__Exercise aim__.
This exercise calls for a copy of every line in the listing below that carries the word "roads".

Data supplied section start

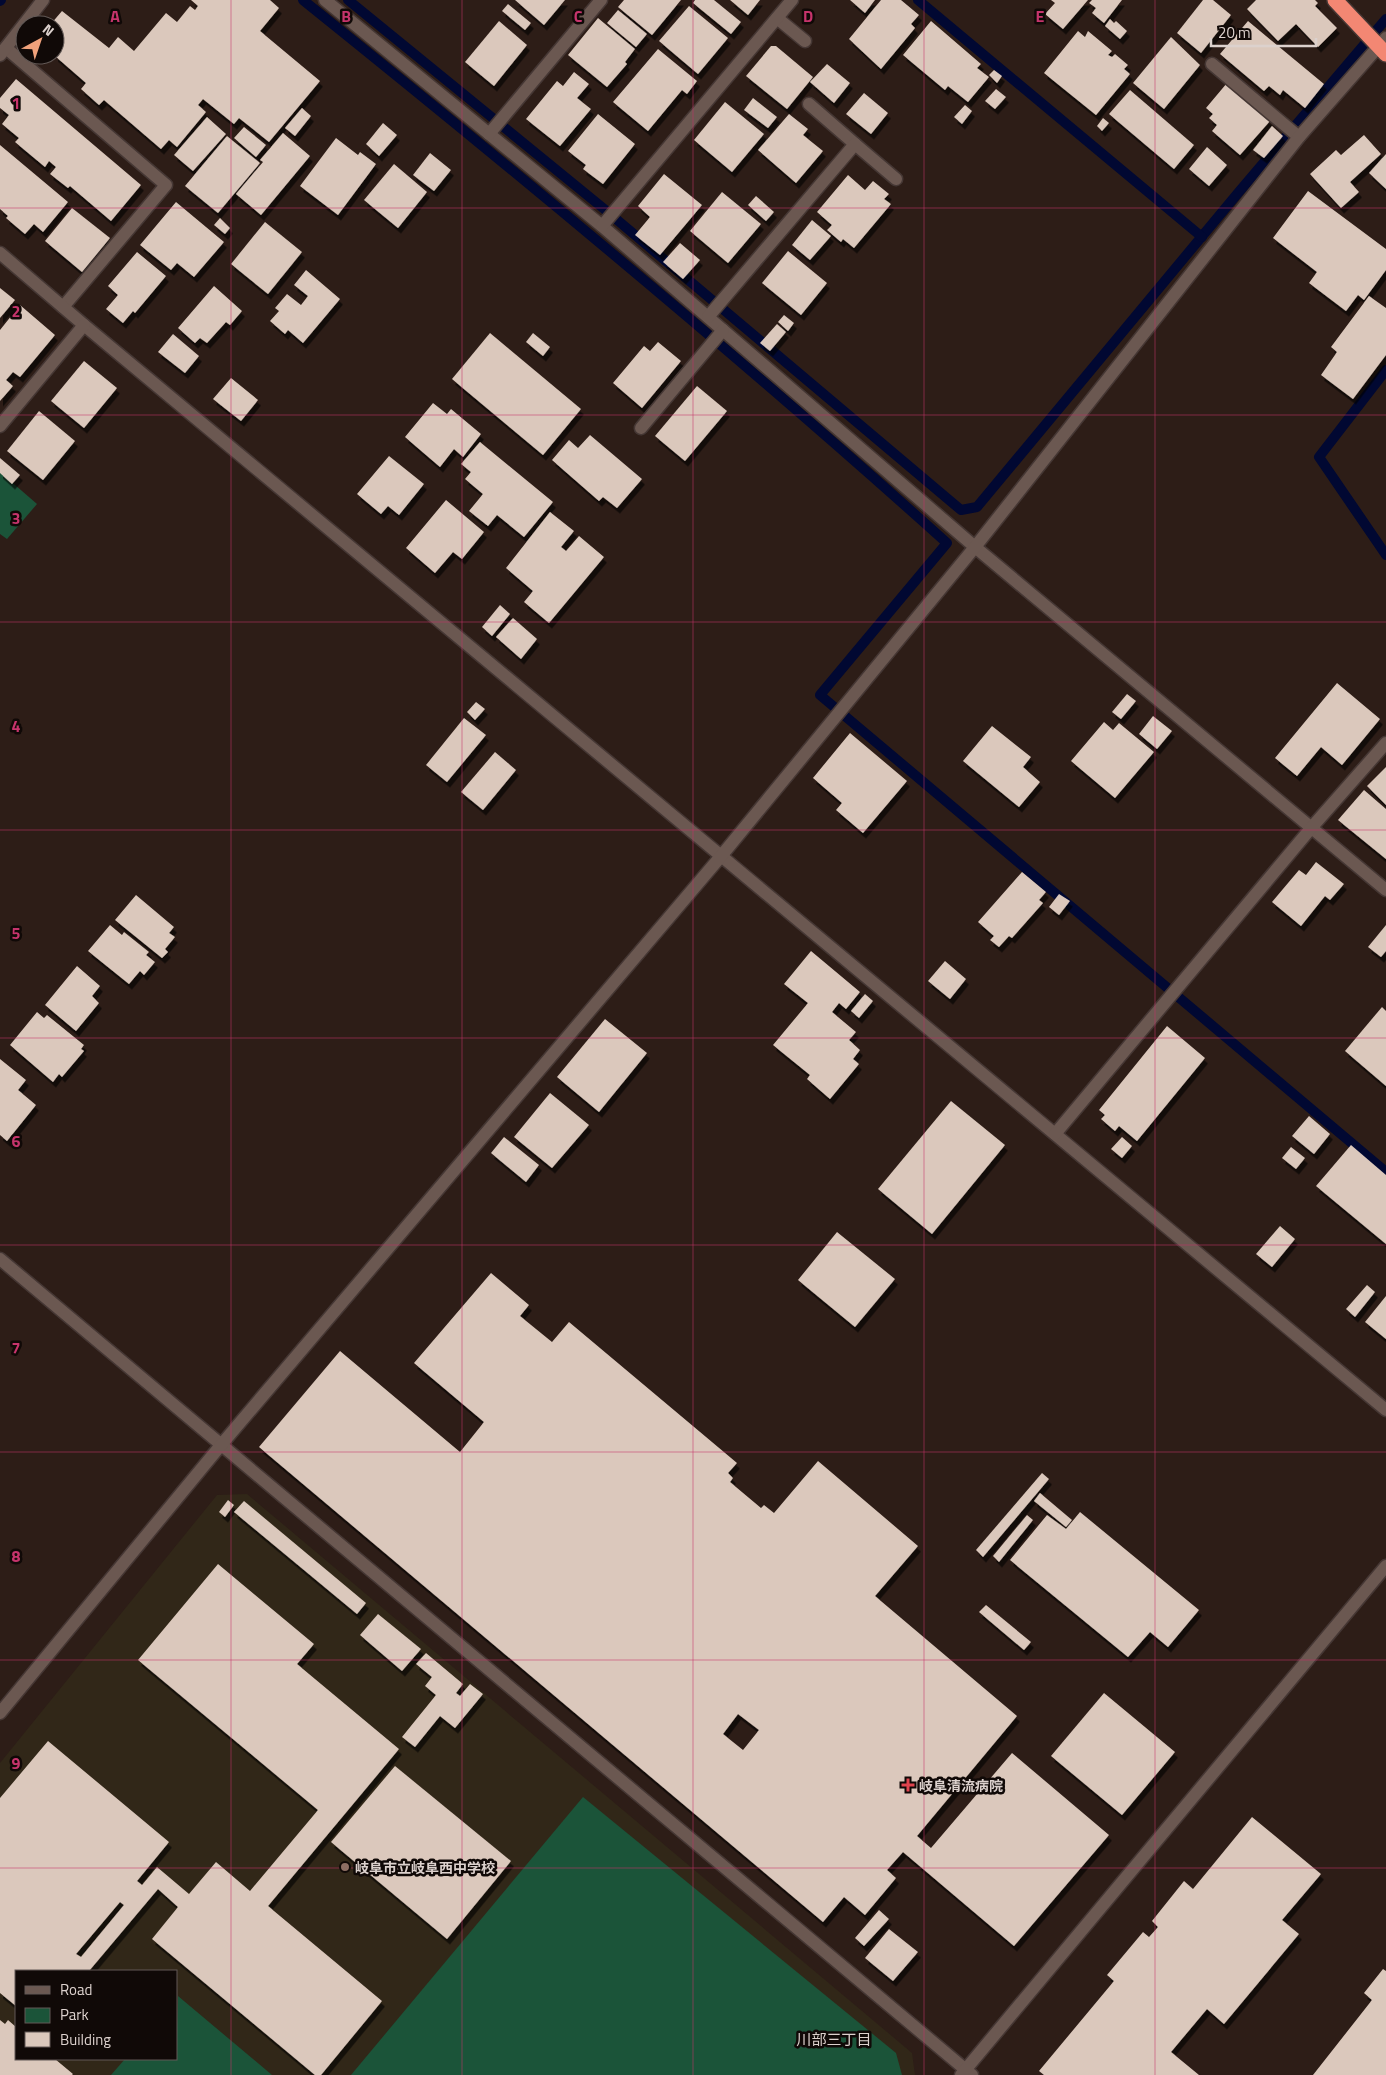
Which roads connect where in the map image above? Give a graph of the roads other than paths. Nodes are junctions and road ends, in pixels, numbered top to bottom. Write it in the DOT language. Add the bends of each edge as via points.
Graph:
graph roads {
  1 [pos="43,0"];
  2 [pos="325,0"];
  3 [pos="601,0"];
  4 [pos="792,0"];
  5 [pos="1335,0"];
  6 [pos="777,18"];
  7 [pos="805,41"];
  8 [pos="1384,46"];
  9 [pos="3,52"];
  10 [pos="1212,64"];
  11 [pos="809,104"];
  12 [pos="489,134"];
  13 [pos="1299,137"];
  14 [pos="855,144"];
  15 [pos="896,179"];
  16 [pos="602,226"];
  17 [pos="0,253"];
  18 [pos="64,307"];
  19 [pos="708,316"];
  20 [pos="84,325"];
  21 [pos="723,330"];
  22 [pos="0,426"];
  23 [pos="641,428"];
  24 [pos="975,548"];
  25 [pos="1386,743"];
  26 [pos="1312,827"];
  27 [pos="722,855"];
  28 [pos="1386,890"];
  29 [pos="1055,1134"];
  30 [pos="0,1259"];
  31 [pos="1386,1410"];
  32 [pos="221,1445"];
  33 [pos="1386,1566"];
  34 [pos="0,1713"];
  35 [pos="966,2073"];
  1 -- 9 [label="street"];
  2 -- 12 [label="street"];
  3 -- 12 [label="street"];
  4 -- 6 [label="street"];
  5 -- 8 [label="highway"];
  6 -- 7 [label="street"];
  6 -- 16 [label="street"];
  8 -- 13 [label="street"];
  9 -- 18 [label="street" via="166,186"];
  10 -- 13 [label="street"];
  11 -- 14 [label="street"];
  12 -- 16 [label="street"];
  13 -- 24 [label="street"];
  14 -- 15 [label="street"];
  14 -- 19 [label="street"];
  16 -- 19 [label="street"];
  17 -- 18 [label="street"];
  18 -- 20 [label="street"];
  19 -- 21 [label="street"];
  20 -- 22 [label="street"];
  20 -- 27 [label="street"];
  21 -- 23 [label="street"];
  21 -- 24 [label="street"];
  24 -- 26 [label="street"];
  24 -- 27 [label="street"];
  25 -- 26 [label="street"];
  26 -- 28 [label="street"];
  26 -- 29 [label="street"];
  27 -- 29 [label="street"];
  27 -- 32 [label="street"];
  29 -- 31 [label="street"];
  30 -- 32 [label="street"];
  32 -- 34 [label="street"];
  32 -- 35 [label="street"];
  33 -- 35 [label="street"];
}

Data supplied section end

__Expected answer__.
Which roads connect where in the map image above? Give a graph of the roads other than paths. Nodes are junctions and road ends, in pixels, numbered top to bottom. Write it in the DOT language. Add the bends of each edge as via points.
graph roads {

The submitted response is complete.